Zandvliet (/nl/) is a former Belgian town forming part of the Antwerp district of Berendrecht-Zandvliet-Lillo. The place dates back to 1135 when it was known as Santflit, meaning "a navigable passage through sand".

In 1622 the Spaniard Ambrogio Spinola constructed a fortification with seven bastions around Zandvliet, to strengthen the defenses of Antwerp against the northern Netherlands. The project lasted six years and gave the town the appearance of a citadel. At the beginning of the 18th century France drove Spain from Zandvliet after which the fortress became derelict. Traces of the original fortress can be seen in the street layout of Conterscherp, Zuidvest and Begijnhoeve.

The church in Zandvliet was destroyed during the wars against Spain, but was rebuilt in 1648 by the bishop of Saint Michael's Abbey in Antwerp. After Belgium gained its independence in 1830, J. Bril became the first Belgian mayor of Zandvliet. In 1887 a rail link between Antwerp and Bergen op Zoom also linked to Zandvliet. This line mainly transported sugar beet, but also catered for passengers.
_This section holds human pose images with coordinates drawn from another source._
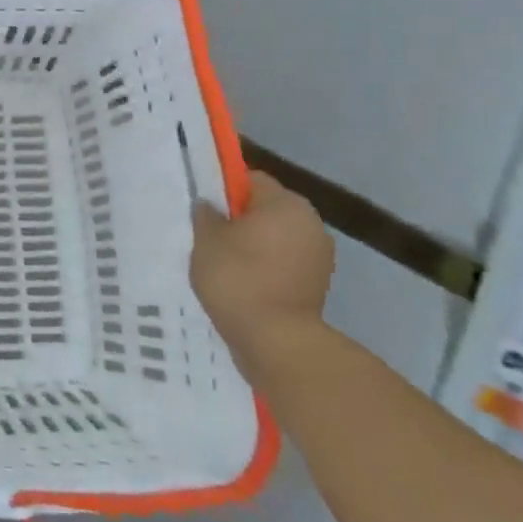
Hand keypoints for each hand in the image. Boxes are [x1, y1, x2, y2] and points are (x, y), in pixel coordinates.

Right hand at [191, 170, 333, 380]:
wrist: (276, 341)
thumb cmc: (238, 277)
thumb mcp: (206, 238)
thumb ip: (206, 214)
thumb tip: (210, 206)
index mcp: (286, 204)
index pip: (251, 180)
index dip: (224, 189)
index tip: (204, 207)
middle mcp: (310, 224)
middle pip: (266, 209)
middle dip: (239, 219)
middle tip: (208, 235)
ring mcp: (319, 257)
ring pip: (275, 238)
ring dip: (253, 245)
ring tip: (223, 262)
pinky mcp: (317, 286)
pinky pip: (283, 264)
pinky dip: (264, 268)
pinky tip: (240, 282)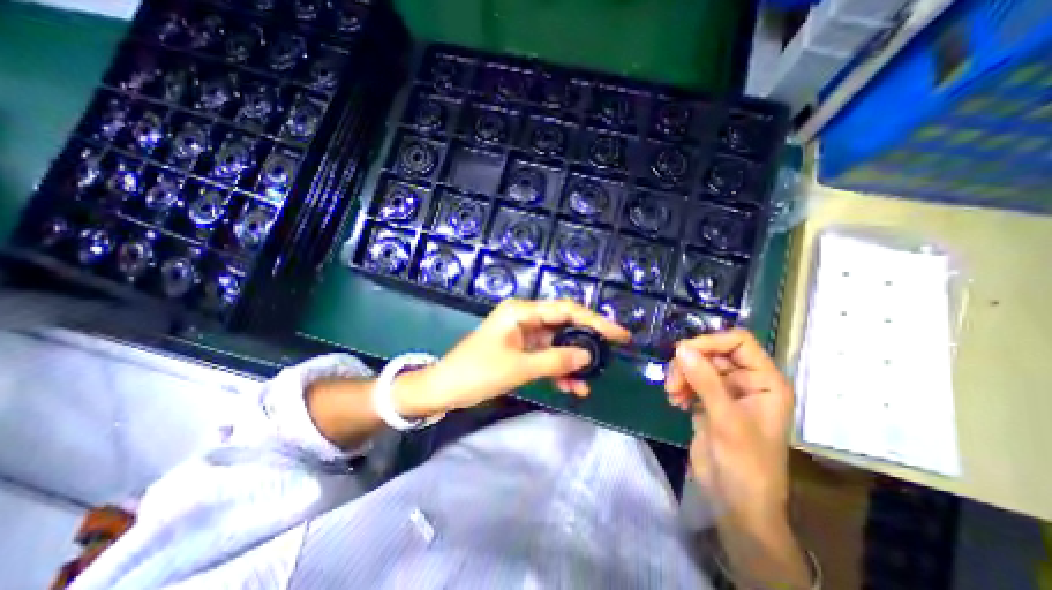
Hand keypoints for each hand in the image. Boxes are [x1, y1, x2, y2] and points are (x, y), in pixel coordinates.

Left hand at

In 1958 Berendrecht, Zandvliet and Lillo were incorporated in Antwerp and the polder landscape largely expropriated for harbour development. Since the decentralisation of 2000 these three old communities were joined under the name of Bezali, an acronym used by the media. The people of Berendrecht-Zandvliet-Lillo on the other hand were proud of the original names and used them in the hope that they would not be forgotten. The name Zandvliet became a household name, thanks to the 1967 naming of Zandvlietsluis, one of the largest sea locks in the world.